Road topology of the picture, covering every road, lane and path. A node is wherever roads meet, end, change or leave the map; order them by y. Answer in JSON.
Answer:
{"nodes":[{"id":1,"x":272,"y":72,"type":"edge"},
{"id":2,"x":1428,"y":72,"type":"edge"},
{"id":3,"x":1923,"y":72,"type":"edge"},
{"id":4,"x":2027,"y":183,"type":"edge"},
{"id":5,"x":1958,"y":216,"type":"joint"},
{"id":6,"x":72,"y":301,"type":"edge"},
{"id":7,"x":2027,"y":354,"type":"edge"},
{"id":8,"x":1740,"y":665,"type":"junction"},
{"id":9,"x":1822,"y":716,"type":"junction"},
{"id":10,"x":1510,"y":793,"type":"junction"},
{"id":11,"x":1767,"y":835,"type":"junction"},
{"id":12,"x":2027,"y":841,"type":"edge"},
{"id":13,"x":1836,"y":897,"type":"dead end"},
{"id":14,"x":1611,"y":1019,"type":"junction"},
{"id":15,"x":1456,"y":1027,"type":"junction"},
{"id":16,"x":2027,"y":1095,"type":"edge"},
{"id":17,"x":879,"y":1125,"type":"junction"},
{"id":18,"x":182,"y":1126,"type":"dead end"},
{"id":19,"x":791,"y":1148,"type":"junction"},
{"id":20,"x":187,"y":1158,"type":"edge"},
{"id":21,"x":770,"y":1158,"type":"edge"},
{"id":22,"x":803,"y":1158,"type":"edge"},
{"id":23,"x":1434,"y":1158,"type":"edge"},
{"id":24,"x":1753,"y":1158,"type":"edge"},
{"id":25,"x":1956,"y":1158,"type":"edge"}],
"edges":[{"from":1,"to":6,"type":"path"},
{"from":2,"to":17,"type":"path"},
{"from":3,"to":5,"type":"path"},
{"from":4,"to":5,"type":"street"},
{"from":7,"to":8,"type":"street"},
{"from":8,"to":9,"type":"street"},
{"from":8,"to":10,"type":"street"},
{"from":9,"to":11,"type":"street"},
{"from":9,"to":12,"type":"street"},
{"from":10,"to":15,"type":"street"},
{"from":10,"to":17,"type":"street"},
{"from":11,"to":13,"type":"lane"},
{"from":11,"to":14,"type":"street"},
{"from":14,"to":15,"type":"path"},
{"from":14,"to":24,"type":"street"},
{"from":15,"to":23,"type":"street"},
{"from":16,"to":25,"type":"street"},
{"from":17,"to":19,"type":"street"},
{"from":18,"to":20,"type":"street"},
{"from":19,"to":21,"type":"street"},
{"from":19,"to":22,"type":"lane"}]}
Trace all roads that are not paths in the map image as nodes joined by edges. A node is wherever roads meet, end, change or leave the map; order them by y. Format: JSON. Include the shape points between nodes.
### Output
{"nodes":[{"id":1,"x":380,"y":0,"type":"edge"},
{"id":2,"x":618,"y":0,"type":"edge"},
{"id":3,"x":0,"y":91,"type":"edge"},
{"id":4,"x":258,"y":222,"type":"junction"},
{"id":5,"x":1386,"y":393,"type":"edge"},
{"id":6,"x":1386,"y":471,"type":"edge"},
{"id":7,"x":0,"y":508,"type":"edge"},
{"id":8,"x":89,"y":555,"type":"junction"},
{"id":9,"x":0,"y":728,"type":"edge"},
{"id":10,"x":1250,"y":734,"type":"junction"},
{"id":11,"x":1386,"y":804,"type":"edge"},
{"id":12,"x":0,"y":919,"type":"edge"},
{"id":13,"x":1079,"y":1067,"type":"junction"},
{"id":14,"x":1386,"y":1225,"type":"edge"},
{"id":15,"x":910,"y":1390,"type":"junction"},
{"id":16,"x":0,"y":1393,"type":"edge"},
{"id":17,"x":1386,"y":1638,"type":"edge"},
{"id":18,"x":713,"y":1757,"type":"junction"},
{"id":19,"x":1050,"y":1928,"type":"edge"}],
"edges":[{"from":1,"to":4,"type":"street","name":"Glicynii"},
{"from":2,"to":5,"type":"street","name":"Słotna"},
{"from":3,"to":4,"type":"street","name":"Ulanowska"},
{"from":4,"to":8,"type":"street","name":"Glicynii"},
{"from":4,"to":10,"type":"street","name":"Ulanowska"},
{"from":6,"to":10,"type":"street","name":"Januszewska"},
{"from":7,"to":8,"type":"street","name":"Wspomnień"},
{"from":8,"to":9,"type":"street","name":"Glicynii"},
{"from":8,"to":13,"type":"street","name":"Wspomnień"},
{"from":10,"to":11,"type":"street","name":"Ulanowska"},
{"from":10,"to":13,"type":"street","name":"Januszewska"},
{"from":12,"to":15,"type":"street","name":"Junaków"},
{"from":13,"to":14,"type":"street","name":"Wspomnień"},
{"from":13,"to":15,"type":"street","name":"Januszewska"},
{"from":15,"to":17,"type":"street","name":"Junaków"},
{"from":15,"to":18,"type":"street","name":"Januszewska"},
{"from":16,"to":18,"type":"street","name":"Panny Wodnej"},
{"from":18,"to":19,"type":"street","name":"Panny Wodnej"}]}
===============
WHAT YOU ARE ASKED TO DO:
I'd like every line with the string "Answer" copied from the listing.

FINISHED EXERCISE:
Road topology of the picture, covering every road, lane and path. A node is wherever roads meet, end, change or leave the map; order them by y. Answer in JSON.
Answer:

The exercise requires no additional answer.